Au lieu de décaler à 65 ans l’âge légal de départ à la retraite comme le proposent Les Républicains, le gouvernement a préféré ne pas y toucher, quitte à embrouiller encore son message. Comment en effet dire aux Français que l’âge de départ reste 62 ans, mais que ceux qui partiraient à cet âge, soit deux ans avant l’âge pivot de 64 ans, se verraient infliger un malus de 10% sur leur pension ?

Cette solution est très injuste parce qu’elle signifie pour de nombreux futurs retraités une baisse de leur pension, ce à quoi on ne peut que se refuser.

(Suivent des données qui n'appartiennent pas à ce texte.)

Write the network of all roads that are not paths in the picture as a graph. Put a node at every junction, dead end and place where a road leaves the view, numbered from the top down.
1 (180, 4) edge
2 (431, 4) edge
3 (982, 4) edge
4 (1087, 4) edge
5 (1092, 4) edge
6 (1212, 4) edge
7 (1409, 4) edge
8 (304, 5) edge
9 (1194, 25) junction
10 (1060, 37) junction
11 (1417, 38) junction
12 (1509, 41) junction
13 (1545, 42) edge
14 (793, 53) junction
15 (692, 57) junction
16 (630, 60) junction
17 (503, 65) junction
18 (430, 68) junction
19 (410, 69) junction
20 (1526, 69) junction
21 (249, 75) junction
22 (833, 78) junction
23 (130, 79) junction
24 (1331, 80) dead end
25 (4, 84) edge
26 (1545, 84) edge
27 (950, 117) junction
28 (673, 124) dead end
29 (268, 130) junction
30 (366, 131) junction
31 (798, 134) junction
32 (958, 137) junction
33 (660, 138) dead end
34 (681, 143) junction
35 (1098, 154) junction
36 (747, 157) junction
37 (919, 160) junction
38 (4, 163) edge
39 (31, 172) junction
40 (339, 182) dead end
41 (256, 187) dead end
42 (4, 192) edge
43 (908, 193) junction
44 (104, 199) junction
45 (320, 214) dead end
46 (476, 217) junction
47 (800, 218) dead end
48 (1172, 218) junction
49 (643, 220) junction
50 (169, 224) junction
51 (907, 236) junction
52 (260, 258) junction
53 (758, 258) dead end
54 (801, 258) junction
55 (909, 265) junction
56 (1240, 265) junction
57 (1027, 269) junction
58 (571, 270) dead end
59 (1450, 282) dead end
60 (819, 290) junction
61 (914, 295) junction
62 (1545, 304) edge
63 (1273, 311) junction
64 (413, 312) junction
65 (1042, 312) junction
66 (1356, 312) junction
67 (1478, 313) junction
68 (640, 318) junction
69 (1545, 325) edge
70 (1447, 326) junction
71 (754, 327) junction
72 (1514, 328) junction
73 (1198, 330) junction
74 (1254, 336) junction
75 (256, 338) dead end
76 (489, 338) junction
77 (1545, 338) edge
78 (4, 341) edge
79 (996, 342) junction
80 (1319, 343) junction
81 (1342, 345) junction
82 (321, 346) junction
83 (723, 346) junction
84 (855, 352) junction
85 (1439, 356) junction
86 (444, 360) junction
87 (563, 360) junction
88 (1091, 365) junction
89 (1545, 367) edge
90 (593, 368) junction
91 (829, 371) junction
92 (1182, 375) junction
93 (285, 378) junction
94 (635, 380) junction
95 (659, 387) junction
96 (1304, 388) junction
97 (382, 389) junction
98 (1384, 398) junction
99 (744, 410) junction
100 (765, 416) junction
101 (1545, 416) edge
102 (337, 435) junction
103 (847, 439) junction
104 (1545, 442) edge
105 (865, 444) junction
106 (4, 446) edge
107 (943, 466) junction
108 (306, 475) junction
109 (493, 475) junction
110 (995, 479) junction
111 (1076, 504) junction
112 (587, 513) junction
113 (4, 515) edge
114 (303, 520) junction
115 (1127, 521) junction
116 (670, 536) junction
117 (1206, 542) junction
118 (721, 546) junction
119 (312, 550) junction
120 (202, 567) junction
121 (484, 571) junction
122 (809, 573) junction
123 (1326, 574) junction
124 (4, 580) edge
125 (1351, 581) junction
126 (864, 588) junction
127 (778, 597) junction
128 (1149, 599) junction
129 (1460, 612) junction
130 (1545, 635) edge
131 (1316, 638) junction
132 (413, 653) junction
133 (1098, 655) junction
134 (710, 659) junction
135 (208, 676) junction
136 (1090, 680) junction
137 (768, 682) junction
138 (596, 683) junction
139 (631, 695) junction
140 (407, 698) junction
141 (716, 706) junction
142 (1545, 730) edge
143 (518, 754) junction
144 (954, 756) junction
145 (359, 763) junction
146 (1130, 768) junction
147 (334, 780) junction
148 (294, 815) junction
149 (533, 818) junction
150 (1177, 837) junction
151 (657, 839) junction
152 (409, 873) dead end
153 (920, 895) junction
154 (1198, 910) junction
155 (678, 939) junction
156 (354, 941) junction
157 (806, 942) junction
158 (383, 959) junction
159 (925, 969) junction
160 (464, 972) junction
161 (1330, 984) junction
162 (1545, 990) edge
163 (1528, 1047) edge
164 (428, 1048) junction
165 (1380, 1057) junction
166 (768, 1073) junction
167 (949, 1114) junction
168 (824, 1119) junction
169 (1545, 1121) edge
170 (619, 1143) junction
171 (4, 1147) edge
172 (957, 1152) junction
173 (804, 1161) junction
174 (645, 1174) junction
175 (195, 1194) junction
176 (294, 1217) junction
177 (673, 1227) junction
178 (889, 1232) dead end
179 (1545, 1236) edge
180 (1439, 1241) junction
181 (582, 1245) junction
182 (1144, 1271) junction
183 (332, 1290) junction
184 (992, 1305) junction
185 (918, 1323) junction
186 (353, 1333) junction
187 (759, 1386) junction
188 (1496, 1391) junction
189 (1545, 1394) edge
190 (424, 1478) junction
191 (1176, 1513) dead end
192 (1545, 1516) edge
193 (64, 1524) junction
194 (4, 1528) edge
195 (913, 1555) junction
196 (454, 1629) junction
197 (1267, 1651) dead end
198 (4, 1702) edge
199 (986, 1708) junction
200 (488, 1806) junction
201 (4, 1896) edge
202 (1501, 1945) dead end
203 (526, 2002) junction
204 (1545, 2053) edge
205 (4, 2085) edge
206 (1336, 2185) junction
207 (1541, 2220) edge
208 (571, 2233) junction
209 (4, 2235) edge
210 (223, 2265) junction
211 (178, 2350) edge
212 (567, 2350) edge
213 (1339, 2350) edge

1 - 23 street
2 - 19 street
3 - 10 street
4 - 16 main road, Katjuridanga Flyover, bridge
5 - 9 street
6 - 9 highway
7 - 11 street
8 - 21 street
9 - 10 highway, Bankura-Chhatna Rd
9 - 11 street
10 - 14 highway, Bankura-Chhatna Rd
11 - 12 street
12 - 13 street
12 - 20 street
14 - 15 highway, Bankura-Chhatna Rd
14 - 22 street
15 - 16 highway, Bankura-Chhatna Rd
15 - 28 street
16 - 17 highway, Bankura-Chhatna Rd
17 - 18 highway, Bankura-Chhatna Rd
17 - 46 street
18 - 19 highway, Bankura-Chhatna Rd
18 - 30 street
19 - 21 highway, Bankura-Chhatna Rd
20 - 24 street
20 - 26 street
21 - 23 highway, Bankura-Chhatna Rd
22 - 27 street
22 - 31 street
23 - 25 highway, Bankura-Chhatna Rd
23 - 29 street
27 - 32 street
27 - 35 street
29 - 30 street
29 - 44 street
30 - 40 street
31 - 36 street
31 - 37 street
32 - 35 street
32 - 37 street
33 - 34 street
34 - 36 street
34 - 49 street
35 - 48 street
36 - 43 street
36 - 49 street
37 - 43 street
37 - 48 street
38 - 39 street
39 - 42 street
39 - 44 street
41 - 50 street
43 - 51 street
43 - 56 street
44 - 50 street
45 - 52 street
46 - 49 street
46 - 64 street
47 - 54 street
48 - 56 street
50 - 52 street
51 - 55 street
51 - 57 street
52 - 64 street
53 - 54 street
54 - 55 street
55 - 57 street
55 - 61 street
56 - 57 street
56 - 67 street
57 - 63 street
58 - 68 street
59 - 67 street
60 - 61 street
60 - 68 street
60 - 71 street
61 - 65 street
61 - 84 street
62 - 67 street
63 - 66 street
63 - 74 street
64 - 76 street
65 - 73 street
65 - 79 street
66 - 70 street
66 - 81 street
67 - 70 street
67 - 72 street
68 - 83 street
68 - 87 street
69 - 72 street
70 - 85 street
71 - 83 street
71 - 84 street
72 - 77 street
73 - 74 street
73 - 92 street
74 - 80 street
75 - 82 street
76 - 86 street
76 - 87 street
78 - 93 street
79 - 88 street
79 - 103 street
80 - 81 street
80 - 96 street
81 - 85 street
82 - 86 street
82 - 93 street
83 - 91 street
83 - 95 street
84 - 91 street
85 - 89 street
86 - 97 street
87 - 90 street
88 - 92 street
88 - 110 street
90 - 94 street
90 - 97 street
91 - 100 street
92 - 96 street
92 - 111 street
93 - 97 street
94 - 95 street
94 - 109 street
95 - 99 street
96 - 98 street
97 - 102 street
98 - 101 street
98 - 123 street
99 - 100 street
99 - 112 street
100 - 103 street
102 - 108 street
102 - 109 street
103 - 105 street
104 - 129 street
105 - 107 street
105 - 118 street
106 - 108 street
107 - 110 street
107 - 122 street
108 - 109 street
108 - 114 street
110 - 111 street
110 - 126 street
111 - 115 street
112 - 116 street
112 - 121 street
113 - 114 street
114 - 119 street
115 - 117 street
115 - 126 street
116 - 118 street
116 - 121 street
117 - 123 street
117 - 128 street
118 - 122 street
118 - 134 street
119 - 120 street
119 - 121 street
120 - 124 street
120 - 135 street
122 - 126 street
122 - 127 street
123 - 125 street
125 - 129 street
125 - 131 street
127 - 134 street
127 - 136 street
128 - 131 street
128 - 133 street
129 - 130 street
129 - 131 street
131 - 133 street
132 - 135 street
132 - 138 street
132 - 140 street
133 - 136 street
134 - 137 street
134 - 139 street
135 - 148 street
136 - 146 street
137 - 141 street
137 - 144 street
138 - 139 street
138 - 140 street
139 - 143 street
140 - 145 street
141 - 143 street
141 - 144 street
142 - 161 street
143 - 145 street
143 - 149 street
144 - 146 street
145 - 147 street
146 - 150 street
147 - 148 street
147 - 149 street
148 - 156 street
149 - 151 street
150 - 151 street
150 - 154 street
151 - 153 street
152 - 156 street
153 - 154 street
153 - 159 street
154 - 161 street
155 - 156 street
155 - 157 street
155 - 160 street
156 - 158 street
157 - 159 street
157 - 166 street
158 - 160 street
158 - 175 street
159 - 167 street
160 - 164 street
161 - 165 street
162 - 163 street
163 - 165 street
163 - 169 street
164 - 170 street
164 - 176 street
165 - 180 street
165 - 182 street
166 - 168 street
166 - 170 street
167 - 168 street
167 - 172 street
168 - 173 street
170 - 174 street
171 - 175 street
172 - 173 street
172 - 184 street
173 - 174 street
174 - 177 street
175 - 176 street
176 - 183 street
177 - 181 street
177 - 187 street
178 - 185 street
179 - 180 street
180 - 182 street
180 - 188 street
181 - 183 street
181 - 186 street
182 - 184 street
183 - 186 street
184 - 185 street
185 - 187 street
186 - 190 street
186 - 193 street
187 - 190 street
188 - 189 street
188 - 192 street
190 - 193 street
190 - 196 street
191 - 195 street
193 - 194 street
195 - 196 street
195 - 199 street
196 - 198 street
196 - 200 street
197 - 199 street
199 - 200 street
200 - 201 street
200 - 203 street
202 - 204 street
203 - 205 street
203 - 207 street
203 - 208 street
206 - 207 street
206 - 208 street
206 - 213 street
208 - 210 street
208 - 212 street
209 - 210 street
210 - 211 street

Le problème du « en même temps », c’est qu’il donne l’impression que l’on reste au milieu du gué, sans aller au bout des réformes.

Si nous sommes évidemment du côté d’une réforme nécessaire et qui reprend certaines de nos propositions (aucune pension inférieure à 1000€ pour les carrières complètes), il aurait pourtant été plus lisible, et plus juste de reporter progressivement aussi l’âge légal de départ à la retraite à 65 ans, à raison d’un trimestre tous les ans, comme nous le proposons aux Français. Ils savent bien que puisque nous vivons plus longtemps, il faut aussi en tirer les conclusions sur le marché du travail, avec une prise en compte individualisée de la pénibilité.

A moins bien sûr que l’annonce du Premier ministre concernant l’âge pivot ne soit faite que pour être retirée plus tard afin de calmer la gronde sociale et donner l’impression d’un gouvernement ouvert à la négociation avec les partenaires sociaux, pas trop « droit dans ses bottes ».

A voir les déclarations de certains ministres, au premier rang desquels Bruno Le Maire et Gérald Darmanin, pour qui « le gouvernement ne fait pas d’économies sur la retraite des Français », on peut légitimement se poser la question. Si tel devait être le cas, alors espérons un aboutissement rapide des discussions pour qu’enfin cesse un mouvement social né du flou du gouvernement et qui a déjà entraîné une perte de chiffre d’affaires pour 50% des TPE-PME.